Ce mercredi 8 avril, le directeur du Festival d’Avignon Olivier Py faisait part de son inquiétude quant à la tenue du Festival cet été. Malgré tout, l’espoir règne.
Parmi les nouvelles formes qu’engendre la contrainte du confinement, est apparue hier sur le site du Festival et sur sa page Facebook, une expérience inédite : la conférence de presse virtuelle d’un Festival dont on ne sait s’il pourra se tenir.
Le sort de la 74e édition du festival d’Avignon n’est pas encore scellé. Une chose est sûre : sa « faisabilité est compromise » pour reprendre le vocable d’Olivier Py.
Si le festival n’avait pas lieu, les conséquences seraient catastrophiques pour le festival lui-même (qui vit à 50% de ses recettes et pourrait ne pas s’en remettre), pour les compagnies qui pourraient ne pas survivre à cette annulation, pour les artistes et les techniciens bien sûr, pour les théâtres (qui accumulent les fermetures), mais aussi pour la Ville et pour la Région.
Dans ce contexte, la conférence de presse virtuelle qui annonçait la programmation tout aussi virtuelle du Festival — suspendue aux décisions des autorités sanitaires — aurait pu prendre un tour assez désespéré. Il n’en fut rien.
Hier, donc, à 14 heures, trompettes et cigales ouvraient une séquence étonnante. Et l’exercice, en dépit ou peut-être même grâce à ces contraintes, s’est mué en manifeste. C’est l’utopie du Festival qui était donnée à voir, et plus largement celle du Théâtre.

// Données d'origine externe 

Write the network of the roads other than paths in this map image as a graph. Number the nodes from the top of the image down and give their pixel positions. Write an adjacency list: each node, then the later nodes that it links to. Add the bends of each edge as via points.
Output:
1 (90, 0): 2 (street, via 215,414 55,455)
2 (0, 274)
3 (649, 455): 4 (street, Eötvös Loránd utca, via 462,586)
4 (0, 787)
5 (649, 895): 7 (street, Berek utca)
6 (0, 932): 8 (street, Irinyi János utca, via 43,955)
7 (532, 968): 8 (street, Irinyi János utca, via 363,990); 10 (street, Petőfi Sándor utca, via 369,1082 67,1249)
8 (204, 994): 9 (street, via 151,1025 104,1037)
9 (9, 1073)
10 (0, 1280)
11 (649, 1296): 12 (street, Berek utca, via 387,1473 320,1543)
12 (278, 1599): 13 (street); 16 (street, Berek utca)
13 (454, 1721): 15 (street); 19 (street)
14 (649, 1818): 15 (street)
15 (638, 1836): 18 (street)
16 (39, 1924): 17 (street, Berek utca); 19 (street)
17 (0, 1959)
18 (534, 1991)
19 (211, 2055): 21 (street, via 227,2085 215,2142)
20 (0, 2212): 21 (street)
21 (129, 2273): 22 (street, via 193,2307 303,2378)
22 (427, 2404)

« Vous dire ce jour et à cette heure comment se présentera exactement la 74e édition est difficile,
mais il nous paraît important de vous raconter celle que nous avons rêvée »,
a annoncé Olivier Py.
A priori un directeur devant sa webcam et une succession de vidéos d’artistes confinés présentant des spectacles qui n’auront peut-être pas lieu, n’a rien d’excitant. Pourtant, au fil de ce live une réponse en filigrane à la question « que peut le théâtre ? » et que peut-il plus que jamais aujourd’hui s’est imposée.
Avant même que l’épidémie de coronavirus n’envahisse le monde, le thème de cette 74e édition avait été donné : Eros et Thanatos. Couple mythologique de l’amour et de la mort. Comment aime-t-on et désire-t-on aujourd’hui ? Quel est notre rapport à la mort ? Et comment vivons-nous à notre époque cette tension entre ces deux pôles indissociables ? Des questions qui se télescopent soudain avec une vertigineuse acuité tandis que l’humanité traverse une épreuve historique.
Alors au fil des vidéos le programme s’est imposé comme une utopie nécessaire. Le metteur en scène Ivo Von Hove parlant de son spectacle sur le jeune Freud et sa détermination à comprendre autrement la nature humaine ; la compagnie Siamese évoquant ces chants du nord de la Grèce qui permettent de surmonter les tragédies ; le Raoul Collectif racontant cette « Cérémonie » où des participants assistent sans le comprendre à un rituel qui enterre un ancien système ; Penthésilée… Des dilemmes moraux sur la bonté et la miséricorde ; un joueur de flûte dératiseur ; la langue du poète Valère Novarina tentant de soigner le monde avec des mots plus sensibles que sensés ; ou encore l’inconscient des groupes et leurs pulsions : tout semble pouvoir donner forme à ce que nous sentons et affrontons ensemble avec cette crise.
A la fin de la conférence virtuelle, la démonstration était faite (par l’absolu et par l’absence potentielle) de ce que peut pour nous le théâtre.